[Extracted data entries]

Segment Open

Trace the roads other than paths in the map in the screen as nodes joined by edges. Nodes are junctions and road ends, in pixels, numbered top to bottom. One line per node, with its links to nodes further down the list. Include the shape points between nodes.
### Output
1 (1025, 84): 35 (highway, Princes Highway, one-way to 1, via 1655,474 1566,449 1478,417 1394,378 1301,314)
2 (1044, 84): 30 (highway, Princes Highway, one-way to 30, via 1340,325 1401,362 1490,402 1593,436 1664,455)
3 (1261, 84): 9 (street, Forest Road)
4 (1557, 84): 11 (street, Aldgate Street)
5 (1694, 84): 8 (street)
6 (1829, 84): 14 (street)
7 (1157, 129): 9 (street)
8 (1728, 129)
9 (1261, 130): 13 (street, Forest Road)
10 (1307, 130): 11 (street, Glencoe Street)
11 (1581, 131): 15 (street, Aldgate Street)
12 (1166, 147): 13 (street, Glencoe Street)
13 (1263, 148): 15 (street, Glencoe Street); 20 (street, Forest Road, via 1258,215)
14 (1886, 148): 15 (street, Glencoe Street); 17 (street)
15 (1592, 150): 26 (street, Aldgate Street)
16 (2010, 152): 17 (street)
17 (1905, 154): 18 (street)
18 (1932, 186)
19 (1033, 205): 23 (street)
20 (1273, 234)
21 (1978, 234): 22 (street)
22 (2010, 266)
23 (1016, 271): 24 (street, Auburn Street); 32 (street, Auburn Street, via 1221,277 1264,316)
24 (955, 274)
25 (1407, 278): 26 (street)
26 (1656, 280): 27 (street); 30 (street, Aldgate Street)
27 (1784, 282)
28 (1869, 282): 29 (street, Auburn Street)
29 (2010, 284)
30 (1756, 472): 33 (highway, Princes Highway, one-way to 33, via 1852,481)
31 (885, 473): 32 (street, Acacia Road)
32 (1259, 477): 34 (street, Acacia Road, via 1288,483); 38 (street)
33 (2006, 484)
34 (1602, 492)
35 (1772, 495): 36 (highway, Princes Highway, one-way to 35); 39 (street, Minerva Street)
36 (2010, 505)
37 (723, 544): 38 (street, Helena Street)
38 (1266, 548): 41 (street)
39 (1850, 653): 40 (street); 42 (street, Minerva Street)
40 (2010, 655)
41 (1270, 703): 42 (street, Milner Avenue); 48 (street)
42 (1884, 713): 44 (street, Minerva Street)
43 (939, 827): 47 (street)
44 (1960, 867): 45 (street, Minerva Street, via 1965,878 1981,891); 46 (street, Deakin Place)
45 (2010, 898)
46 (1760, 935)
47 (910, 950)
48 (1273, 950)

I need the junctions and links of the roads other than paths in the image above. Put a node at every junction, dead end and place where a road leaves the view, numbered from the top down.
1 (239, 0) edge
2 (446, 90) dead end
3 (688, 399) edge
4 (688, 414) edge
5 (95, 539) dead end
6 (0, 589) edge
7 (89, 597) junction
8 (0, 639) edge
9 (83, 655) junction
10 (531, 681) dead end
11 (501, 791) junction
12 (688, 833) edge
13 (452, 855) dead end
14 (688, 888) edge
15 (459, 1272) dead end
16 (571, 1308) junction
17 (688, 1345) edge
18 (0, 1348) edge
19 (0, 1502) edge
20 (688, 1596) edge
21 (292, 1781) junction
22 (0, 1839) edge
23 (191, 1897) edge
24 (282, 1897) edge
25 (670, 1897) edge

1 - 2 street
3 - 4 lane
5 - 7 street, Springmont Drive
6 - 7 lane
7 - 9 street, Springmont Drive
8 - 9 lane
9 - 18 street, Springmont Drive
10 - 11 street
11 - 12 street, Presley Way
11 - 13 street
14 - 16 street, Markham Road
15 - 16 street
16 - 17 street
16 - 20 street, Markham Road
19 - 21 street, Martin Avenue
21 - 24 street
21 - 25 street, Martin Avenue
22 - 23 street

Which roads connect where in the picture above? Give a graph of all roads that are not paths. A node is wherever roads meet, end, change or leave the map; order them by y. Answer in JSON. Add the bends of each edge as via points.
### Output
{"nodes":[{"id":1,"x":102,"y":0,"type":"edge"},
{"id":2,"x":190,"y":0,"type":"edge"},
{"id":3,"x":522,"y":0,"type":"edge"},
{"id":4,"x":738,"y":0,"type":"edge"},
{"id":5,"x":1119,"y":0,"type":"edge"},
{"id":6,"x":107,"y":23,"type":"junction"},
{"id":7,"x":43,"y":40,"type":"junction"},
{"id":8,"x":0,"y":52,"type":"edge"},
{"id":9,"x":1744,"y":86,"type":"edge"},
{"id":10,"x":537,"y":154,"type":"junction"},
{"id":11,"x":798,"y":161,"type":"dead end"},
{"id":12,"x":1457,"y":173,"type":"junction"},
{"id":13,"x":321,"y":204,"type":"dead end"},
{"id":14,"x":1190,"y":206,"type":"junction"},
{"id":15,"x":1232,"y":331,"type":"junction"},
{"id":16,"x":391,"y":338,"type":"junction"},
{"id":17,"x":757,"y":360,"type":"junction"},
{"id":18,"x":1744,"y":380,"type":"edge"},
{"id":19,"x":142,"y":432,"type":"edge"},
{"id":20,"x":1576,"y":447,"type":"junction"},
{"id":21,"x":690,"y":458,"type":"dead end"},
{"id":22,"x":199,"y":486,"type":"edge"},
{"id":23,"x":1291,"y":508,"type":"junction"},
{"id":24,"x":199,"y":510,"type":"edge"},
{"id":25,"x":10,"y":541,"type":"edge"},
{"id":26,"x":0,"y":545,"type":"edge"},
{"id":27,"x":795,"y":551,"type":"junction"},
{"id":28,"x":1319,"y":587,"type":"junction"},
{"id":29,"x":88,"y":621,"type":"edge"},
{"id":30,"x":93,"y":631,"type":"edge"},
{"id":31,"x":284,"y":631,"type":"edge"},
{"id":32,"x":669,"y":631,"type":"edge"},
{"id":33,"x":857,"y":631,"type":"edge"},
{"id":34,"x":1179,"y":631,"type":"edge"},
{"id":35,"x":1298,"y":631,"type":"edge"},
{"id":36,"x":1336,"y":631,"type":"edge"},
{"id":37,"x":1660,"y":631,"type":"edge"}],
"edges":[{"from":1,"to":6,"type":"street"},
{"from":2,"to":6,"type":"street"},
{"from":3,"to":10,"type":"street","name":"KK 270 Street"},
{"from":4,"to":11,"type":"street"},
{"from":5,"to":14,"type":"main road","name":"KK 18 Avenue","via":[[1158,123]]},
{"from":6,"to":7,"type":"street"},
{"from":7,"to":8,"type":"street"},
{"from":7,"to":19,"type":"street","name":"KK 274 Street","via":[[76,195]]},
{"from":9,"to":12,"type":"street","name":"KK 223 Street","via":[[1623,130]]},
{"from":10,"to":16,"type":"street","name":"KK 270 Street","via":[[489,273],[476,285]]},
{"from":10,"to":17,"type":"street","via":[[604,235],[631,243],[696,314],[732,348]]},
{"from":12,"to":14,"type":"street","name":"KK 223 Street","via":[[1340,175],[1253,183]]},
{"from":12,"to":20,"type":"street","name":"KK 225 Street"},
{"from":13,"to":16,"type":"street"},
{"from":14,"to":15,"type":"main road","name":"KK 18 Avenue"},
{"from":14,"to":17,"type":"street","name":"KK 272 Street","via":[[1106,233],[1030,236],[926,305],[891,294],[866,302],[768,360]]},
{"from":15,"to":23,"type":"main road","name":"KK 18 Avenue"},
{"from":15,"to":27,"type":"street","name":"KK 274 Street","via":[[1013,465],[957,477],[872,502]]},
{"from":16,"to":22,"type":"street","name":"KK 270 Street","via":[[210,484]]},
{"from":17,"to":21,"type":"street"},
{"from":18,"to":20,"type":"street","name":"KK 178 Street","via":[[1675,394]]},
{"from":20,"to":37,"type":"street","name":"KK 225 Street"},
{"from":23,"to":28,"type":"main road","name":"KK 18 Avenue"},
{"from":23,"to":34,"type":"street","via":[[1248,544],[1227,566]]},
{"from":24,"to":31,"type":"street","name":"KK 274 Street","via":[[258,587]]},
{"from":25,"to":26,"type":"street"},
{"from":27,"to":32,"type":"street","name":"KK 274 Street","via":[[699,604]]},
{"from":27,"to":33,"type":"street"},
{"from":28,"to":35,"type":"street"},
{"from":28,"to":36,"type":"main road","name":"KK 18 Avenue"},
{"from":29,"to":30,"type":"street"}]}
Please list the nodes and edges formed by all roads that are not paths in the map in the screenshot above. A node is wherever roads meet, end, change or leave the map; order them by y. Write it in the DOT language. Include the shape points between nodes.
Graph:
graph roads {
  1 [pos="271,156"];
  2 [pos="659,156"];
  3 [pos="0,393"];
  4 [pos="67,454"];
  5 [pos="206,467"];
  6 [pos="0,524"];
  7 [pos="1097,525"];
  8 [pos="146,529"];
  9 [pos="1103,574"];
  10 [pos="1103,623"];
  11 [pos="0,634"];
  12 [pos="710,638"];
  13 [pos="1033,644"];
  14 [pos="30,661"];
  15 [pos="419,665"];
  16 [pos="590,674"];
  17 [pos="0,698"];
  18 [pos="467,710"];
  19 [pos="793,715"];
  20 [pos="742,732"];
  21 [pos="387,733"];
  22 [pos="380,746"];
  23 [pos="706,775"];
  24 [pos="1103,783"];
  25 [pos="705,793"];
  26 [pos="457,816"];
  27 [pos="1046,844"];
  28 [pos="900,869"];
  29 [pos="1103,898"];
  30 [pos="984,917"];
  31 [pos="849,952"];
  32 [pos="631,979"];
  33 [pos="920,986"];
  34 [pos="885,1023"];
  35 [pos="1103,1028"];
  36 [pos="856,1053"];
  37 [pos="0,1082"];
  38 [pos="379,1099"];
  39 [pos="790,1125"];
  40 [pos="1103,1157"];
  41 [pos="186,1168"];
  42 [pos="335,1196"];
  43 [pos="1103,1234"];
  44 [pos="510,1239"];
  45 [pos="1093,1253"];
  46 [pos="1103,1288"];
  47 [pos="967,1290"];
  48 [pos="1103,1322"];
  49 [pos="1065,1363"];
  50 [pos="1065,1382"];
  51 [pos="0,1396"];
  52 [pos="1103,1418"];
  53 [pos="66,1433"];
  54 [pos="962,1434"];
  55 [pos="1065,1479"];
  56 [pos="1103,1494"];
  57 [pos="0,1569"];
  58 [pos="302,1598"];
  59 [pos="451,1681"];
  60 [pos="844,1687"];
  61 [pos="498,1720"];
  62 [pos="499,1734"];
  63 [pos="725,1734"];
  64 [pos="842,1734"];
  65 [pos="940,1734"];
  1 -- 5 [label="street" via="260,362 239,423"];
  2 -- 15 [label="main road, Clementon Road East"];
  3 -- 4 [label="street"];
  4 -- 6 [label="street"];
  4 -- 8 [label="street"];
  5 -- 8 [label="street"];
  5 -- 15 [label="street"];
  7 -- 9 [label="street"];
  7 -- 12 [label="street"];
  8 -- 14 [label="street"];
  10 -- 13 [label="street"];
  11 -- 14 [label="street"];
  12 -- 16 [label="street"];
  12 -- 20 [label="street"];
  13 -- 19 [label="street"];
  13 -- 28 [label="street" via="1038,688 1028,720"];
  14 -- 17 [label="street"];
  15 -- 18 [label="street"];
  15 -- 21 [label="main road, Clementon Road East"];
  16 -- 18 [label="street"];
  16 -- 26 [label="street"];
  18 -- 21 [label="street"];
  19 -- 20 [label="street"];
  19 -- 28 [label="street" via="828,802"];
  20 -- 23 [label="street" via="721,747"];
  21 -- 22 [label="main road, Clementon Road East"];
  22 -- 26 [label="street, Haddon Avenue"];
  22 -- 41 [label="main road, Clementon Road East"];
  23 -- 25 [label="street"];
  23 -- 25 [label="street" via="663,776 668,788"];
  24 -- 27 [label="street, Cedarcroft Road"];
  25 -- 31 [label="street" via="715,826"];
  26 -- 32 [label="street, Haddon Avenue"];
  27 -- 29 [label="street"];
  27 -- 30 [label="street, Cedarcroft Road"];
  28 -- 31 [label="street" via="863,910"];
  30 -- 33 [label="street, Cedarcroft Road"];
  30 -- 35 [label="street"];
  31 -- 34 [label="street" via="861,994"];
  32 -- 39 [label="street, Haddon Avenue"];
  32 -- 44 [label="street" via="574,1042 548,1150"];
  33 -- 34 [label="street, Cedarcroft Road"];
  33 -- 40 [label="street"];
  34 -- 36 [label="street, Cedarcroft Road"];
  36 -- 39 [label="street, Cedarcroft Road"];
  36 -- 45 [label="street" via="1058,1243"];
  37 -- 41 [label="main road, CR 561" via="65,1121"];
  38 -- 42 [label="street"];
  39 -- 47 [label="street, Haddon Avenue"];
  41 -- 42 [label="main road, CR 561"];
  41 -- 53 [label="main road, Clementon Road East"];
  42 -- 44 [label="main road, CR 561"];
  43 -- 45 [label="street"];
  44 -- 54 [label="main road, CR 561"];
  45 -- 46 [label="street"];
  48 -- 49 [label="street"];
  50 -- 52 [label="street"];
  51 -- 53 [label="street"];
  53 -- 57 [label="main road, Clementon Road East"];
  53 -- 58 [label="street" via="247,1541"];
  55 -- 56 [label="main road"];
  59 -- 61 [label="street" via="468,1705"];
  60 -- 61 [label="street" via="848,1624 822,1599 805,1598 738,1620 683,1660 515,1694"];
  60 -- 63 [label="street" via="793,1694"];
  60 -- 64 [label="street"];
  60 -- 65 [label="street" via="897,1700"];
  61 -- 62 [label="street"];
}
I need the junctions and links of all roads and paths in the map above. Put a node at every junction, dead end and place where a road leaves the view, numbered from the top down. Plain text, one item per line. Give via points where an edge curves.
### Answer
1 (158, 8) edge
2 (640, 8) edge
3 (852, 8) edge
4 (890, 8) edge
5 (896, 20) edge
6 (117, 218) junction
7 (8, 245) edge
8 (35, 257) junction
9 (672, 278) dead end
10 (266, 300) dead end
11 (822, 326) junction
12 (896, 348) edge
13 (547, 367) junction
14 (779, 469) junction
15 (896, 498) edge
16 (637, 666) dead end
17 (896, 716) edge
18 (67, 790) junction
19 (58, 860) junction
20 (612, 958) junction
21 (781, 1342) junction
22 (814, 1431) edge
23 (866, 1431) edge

Segment Closed

Gather from the entries above all lines that include the string "Cedarcroft".

#### [Task response]
  24 -- 27 [label="street, Cedarcroft Road"];
  27 -- 30 [label="street, Cedarcroft Road"];
  30 -- 33 [label="street, Cedarcroft Road"];
  33 -- 34 [label="street, Cedarcroft Road"];
  34 -- 36 [label="street, Cedarcroft Road"];
  36 -- 39 [label="street, Cedarcroft Road"];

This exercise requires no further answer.